Exclude all pictures, then copy each of the records exactly as written.
AVAILABLE DATA Block Start
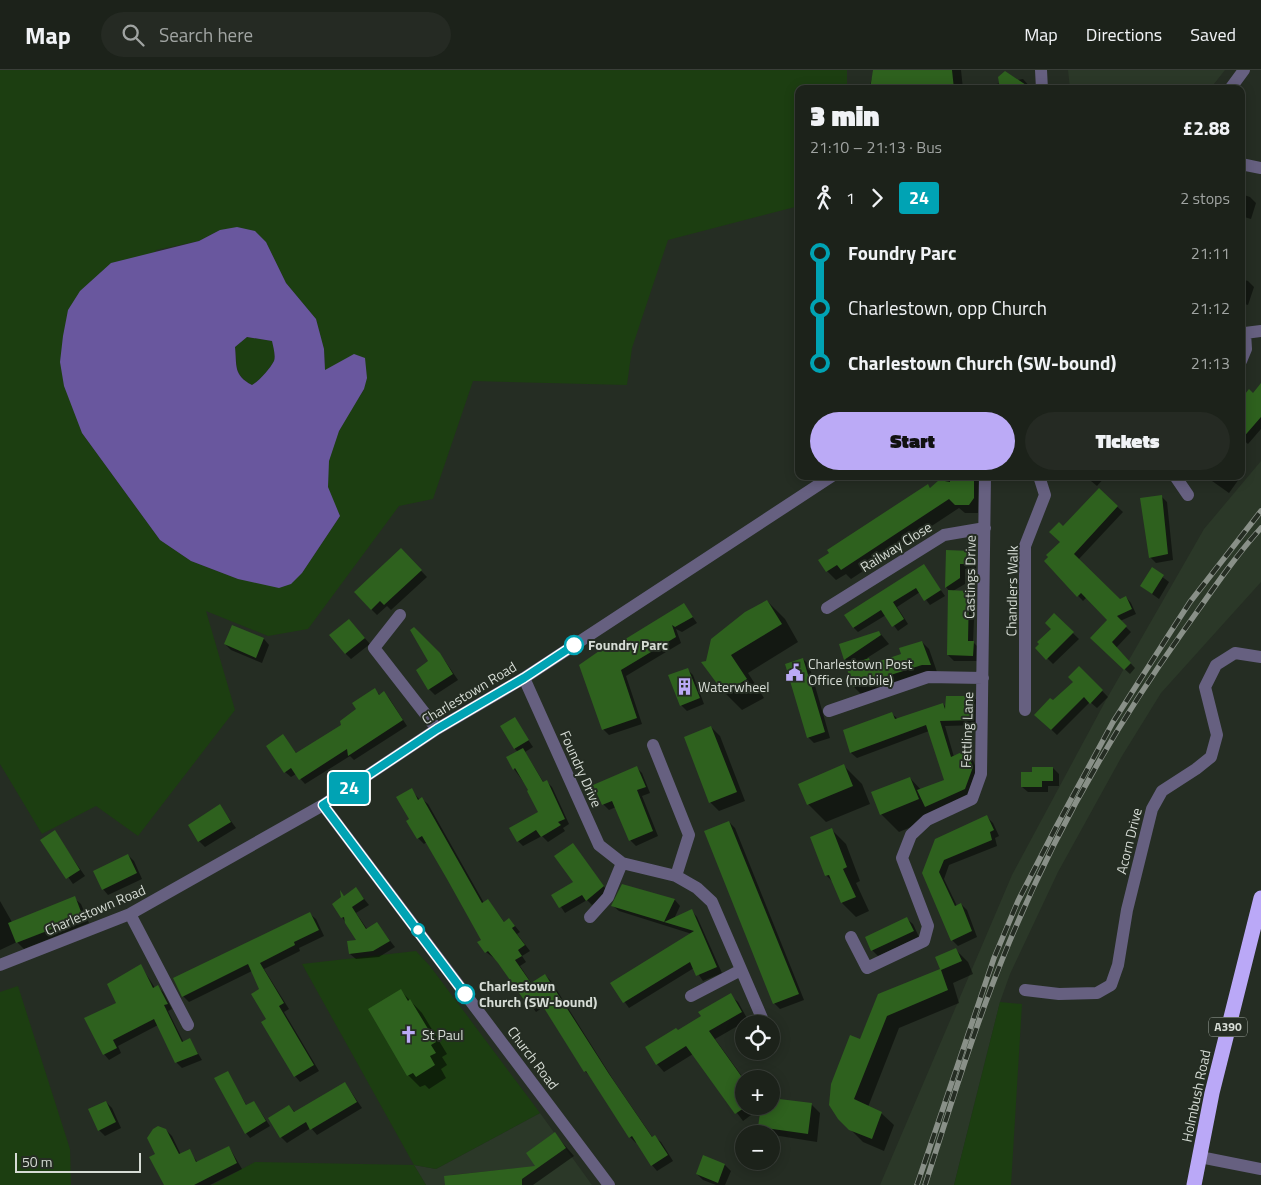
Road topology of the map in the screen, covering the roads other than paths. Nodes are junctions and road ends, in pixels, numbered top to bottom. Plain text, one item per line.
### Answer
1 (1041, 70) edge
2 (1244, 70) edge
3 (1042, 85) edge
4 (1233, 85) edge
5 (1245, 165) edge
6 (1261, 168) edge
7 (1261, 331) edge
8 (1245, 333) edge
9 (1245, 333) edge
10 (1245, 351) edge
11 (826, 480) edge
12 (985, 480) edge
13 (1040, 480) edge
14 (1178, 480) edge
15 (1188, 495) dead end
16 (985, 528) junction
17 (828, 608) dead end
18 (400, 615) dead end
19 (1261, 657) edge
20 (524, 678) junction
21 (983, 678) junction
22 (1025, 710) dead end
23 (829, 711) dead end
24 (437, 729) junction
25 (653, 745) dead end
26 (323, 805) junction
27 (622, 863) junction
28 (676, 876) junction
29 (1261, 898) edge
30 (130, 914) junction
31 (590, 917) dead end
32 (851, 937) dead end
33 (0, 965) edge
34 (741, 970) junction
35 (1025, 990) dead end
36 (691, 996) dead end
37 (761, 1015) edge
38 (188, 1025) dead end
39 (1200, 1157) junction
40 (1261, 1169) edge
41 (609, 1185) edge
42 (1194, 1185) edge

1 - 3 street
2 - 4 street
5 - 6 street
7 - 8 street
9 - 10 street
11 - 20 street, Charlestown Road
12 - 16 street, Castings Drive
13 - 22 street, Chandlers Walk
14 - 15 street
16 - 17 street, Railway Close
16 - 21 street, Castings Drive
18 - 24 street
19 - 35 street, Acorn Drive
20 - 24 street, Charlestown Road
20 - 27 street, Foundry Drive
21 - 23 street
21 - 32 street, Fettling Lane
24 - 26 street, Charlestown Road
25 - 28 street
26 - 30 street, Charlestown Road
26 - 41 street, Church Road
27 - 28 street, Foundry Drive
27 - 31 street
28 - 34 street, Foundry Drive
29 - 39 highway, Holmbush Road / A390
30 - 33 street, Charlestown Road
30 - 38 street
34 - 36 street
34 - 37 street, Foundry Drive
39 - 40 street
39 - 42 highway, Holmbush Road / A390

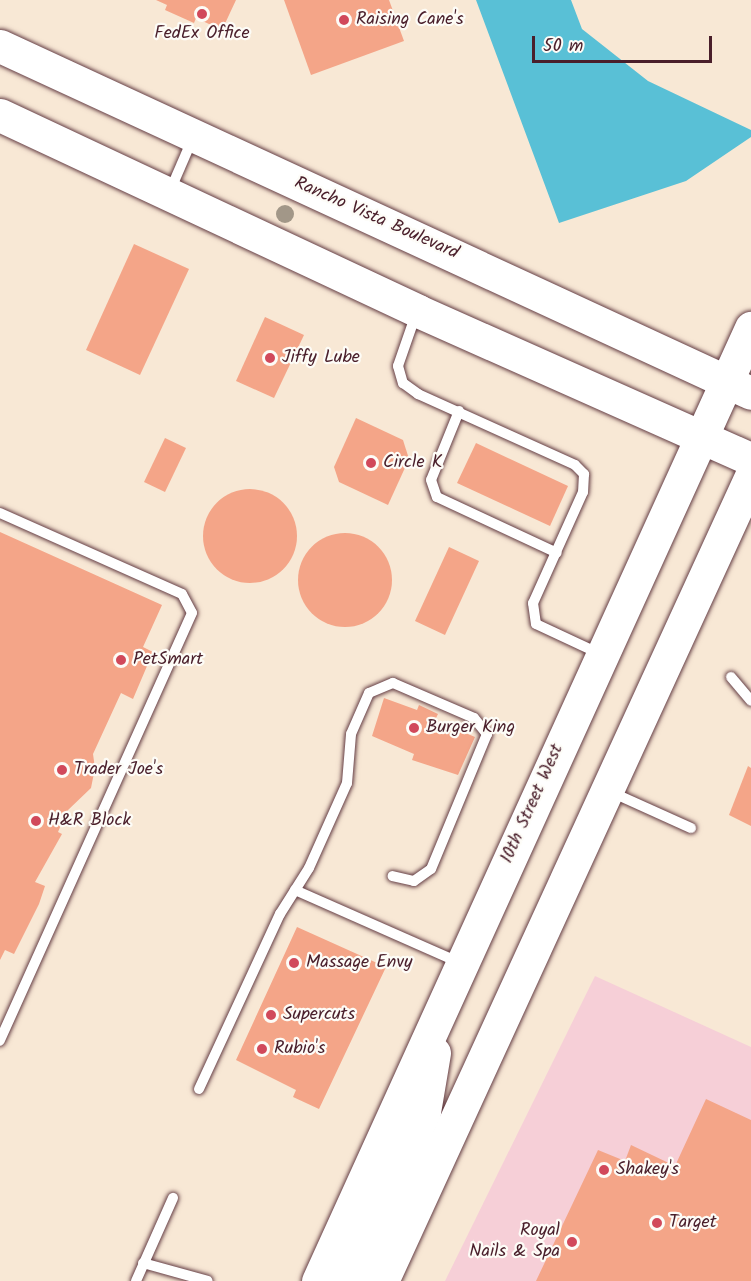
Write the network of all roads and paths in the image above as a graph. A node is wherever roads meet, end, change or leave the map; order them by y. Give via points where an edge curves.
AVAILABLE DATA Block End
SOLVED EXERCISE »
Road topology of the map in the screen, covering the roads other than paths. Nodes are junctions and road ends, in pixels, numbered top to bottom. Plain text, one item per line.
### Answer
1 (1041, 70) edge
2 (1244, 70) edge
3 (1042, 85) edge
4 (1233, 85) edge
5 (1245, 165) edge
6 (1261, 168) edge
7 (1261, 331) edge
8 (1245, 333) edge
9 (1245, 333) edge
10 (1245, 351) edge
11 (826, 480) edge
12 (985, 480) edge
13 (1040, 480) edge
14 (1178, 480) edge
15 (1188, 495) dead end
16 (985, 528) junction
17 (828, 608) dead end
18 (400, 615) dead end
19 (1261, 657) edge
20 (524, 678) junction
21 (983, 678) junction
22 (1025, 710) dead end
23 (829, 711) dead end
24 (437, 729) junction
25 (653, 745) dead end
26 (323, 805) junction
27 (622, 863) junction
28 (676, 876) junction
29 (1261, 898) edge
30 (130, 914) junction
31 (590, 917) dead end
32 (851, 937) dead end
33 (0, 965) edge
34 (741, 970) junction
35 (1025, 990) dead end
36 (691, 996) dead end
37 (761, 1015) edge
38 (188, 1025) dead end
39 (1200, 1157) junction
40 (1261, 1169) edge
41 (609, 1185) edge
42 (1194, 1185) edge

1 - 3 street
2 - 4 street
5 - 6 street
7 - 8 street
9 - 10 street
11 - 20 street, Charlestown Road
12 - 16 street, Castings Drive
13 - 22 street, Chandlers Walk
14 - 15 street
16 - 17 street, Railway Close
16 - 21 street, Castings Drive
18 - 24 street
19 - 35 street, Acorn Drive
20 - 24 street, Charlestown Road
20 - 27 street, Foundry Drive
21 - 23 street
21 - 32 street, Fettling Lane
24 - 26 street, Charlestown Road
25 - 28 street
26 - 30 street, Charlestown Road
26 - 41 street, Church Road
27 - 28 street, Foundry Drive
27 - 31 street
28 - 34 street, Foundry Drive
29 - 39 highway, Holmbush Road / A390
30 - 33 street, Charlestown Road
30 - 38 street
34 - 36 street
34 - 37 street, Foundry Drive
39 - 40 street
39 - 42 highway, Holmbush Road / A390

Write the network of all roads and paths in the image above as a graph. A node is wherever roads meet, end, change or leave the map; order them by y. Give via points where an edge curves.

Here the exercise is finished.